Dataset records:
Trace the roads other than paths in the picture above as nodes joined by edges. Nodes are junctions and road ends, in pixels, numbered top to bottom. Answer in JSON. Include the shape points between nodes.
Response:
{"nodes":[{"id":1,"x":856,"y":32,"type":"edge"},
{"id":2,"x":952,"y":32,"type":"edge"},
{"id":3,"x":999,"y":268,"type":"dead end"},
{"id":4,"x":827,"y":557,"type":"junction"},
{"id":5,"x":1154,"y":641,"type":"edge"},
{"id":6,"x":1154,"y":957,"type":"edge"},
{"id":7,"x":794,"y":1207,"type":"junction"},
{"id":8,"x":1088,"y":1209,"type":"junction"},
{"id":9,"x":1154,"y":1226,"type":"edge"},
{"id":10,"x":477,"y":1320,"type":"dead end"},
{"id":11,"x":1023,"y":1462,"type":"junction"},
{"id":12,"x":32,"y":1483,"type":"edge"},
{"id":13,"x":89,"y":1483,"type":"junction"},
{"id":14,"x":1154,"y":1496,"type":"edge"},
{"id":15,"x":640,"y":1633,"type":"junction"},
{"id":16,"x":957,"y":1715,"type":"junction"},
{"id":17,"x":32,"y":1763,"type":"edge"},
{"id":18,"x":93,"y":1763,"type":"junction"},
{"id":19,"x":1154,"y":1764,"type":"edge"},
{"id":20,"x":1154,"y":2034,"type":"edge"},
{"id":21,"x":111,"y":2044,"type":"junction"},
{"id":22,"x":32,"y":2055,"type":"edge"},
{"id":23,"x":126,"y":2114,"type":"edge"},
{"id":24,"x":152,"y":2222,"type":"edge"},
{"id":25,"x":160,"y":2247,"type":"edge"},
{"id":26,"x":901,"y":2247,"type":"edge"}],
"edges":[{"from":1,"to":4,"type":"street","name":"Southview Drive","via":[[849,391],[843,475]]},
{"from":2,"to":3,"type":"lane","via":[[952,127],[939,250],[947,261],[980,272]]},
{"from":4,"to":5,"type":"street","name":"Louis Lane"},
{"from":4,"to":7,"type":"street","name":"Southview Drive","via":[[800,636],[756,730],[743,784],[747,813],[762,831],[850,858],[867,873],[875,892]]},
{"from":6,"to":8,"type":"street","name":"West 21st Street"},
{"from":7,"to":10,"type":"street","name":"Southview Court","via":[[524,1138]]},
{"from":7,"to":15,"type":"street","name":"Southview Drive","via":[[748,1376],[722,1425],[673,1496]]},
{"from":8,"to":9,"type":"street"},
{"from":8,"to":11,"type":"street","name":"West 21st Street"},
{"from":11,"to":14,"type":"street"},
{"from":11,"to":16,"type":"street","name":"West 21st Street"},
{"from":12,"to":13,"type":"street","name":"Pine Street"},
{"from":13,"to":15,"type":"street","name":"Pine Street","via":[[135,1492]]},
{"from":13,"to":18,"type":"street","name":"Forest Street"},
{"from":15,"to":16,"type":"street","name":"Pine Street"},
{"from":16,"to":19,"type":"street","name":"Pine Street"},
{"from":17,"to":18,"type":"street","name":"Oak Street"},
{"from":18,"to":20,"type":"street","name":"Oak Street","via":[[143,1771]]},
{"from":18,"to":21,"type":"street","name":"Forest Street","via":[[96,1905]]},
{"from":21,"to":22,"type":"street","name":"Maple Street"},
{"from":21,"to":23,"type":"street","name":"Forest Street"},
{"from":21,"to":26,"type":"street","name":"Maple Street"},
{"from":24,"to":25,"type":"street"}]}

> **What to produce**
Each line that contains the string "West" should be copied from the data above.

> **Exercise solution**
{"from":6,"to":8,"type":"street","name":"West 21st Street"},
{"from":8,"to":11,"type":"street","name":"West 21st Street"},
{"from":11,"to":16,"type":"street","name":"West 21st Street"},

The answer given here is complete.